| MATERIAL SUPPLIED |
============

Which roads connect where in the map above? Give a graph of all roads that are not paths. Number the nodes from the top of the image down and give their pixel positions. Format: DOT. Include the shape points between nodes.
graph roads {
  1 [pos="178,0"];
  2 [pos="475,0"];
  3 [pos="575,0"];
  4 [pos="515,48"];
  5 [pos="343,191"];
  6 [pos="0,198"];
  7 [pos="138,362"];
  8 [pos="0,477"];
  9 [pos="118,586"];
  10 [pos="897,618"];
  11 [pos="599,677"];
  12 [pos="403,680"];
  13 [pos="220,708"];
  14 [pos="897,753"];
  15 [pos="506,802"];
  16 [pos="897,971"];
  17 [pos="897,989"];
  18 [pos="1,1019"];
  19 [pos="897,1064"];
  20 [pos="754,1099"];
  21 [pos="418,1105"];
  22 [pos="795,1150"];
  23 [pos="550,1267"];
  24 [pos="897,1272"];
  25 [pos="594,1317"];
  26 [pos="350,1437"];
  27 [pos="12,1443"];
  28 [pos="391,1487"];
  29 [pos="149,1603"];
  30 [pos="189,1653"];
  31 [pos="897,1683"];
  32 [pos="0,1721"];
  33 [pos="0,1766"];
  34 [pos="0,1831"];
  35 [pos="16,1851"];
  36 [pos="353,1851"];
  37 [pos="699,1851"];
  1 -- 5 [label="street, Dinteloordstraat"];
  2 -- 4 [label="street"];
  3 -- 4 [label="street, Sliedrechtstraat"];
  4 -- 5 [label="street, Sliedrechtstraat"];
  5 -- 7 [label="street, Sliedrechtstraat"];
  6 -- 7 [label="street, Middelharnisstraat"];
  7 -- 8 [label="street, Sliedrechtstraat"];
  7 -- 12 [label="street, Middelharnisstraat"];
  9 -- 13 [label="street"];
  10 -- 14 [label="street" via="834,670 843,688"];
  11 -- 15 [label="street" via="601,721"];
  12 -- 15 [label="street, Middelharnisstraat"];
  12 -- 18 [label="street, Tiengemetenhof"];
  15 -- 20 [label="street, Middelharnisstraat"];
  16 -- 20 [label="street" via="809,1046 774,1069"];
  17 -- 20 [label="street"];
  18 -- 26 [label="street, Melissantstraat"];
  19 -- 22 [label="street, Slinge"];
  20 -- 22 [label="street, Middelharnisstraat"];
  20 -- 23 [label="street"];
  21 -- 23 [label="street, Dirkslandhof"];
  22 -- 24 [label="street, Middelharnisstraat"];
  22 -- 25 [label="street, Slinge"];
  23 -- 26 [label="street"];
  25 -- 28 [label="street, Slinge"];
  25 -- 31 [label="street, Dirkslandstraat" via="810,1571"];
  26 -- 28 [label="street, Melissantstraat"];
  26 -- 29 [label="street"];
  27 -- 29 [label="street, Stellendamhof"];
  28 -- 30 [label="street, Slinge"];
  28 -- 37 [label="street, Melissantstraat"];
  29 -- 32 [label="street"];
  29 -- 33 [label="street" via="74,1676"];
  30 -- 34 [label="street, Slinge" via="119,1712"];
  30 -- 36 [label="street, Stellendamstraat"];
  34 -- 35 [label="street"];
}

============

| WORK TASK |
What you hand back must match the records above exactly.

| WORKED SOLUTION |
Which roads connect where in the map above? Give a graph of all roads that are not paths. Number the nodes from the top of the image down and give their pixel positions. Format: DOT. Include the shape points between nodes.
graph roads {
  1 [pos="178,0"];
  2 [pos="475,0"];
  3 [pos="575,0"];
  4 [pos="515,48"];
  5 [pos="343,191"];
  6 [pos="0,198"];
  7 [pos="138,362"];
  8 [pos="0,477"];
  9 [pos="118,586"];
  10 [pos="897,618"];
  11 [pos="599,677"];
  12 [pos="403,680"];
  13 [pos="220,708"];
  14 [pos="897,753"];
  15 [pos="506,802"];
  16 [pos="897,971"];
  17 [pos="897,989"];
  18 [pos="1,1019"];
  19 [pos="897,1064"];
  20 [pos="754,1099"];
  21 [pos="418,1105"];
  22 [pos="795,1150"];
  23 [pos="550,1267"];
  24 [pos="897,1272"];
  25 [pos="594,1317"];
  26 [pos="350,1437"];
  27 [pos="12,1443"];
  28 [pos="391,1487"];
  29 [pos="149,1603"];
  30 [pos="189,1653"];
  31 [pos="897,1683"];
  32 [pos="0,1721"];
  33 [pos="0,1766"];
  34 [pos="0,1831"];
  35 [pos="16,1851"];
  36 [pos="353,1851"];
  37 [pos="699,1851"];
  1 -- 5 [label="street, Dinteloordstraat"];
  2 -- 4 [label="street"];
  3 -- 4 [label="street, Sliedrechtstraat"];
  4 -- 5 [label="street, Sliedrechtstraat"];
  5 -- 7 [label="street, Sliedrechtstraat"];
  6 -- 7 [label="street, Middelharnisstraat"];
  7 -- 8 [label="street, Sliedrechtstraat"];
  7 -- 12 [label="street, Middelharnisstraat"];
  9 -- 13 [label="street"];
  10 -- 14 [label="street" via="834,670 843,688"];
  11 -- 15 [label="street" via="601,721"];
  12 -- 15 [label="street, Middelharnisstraat"];
  12 -- 18 [label="street, Tiengemetenhof"];
  15 -- 20 [label="street, Middelharnisstraat"];
  16 -- 20 [label="street" via="809,1046 774,1069"];
  17 -- 20 [label="street"];
  18 -- 26 [label="street, Melissantstraat"];
  19 -- 22 [label="street, Slinge"];
  20 -- 22 [label="street, Middelharnisstraat"];
  20 -- 23 [label="street"];
  21 -- 23 [label="street, Dirkslandhof"];
  22 -- 24 [label="street, Middelharnisstraat"];
  22 -- 25 [label="street, Slinge"];
  23 -- 26 [label="street"];
  25 -- 28 [label="street, Slinge"];
  25 -- 31 [label="street, Dirkslandstraat" via="810,1571"];
  26 -- 28 [label="street, Melissantstraat"];
  26 -- 29 [label="street"];
  27 -- 29 [label="street, Stellendamhof"];
  28 -- 30 [label="street, Slinge"];
  28 -- 37 [label="street, Melissantstraat"];
  29 -- 32 [label="street"];
  29 -- 33 [label="street" via="74,1676"];
  30 -- 34 [label="street, Slinge" via="119,1712"];
  30 -- 36 [label="street, Stellendamstraat"];
  34 -- 35 [label="street"];
}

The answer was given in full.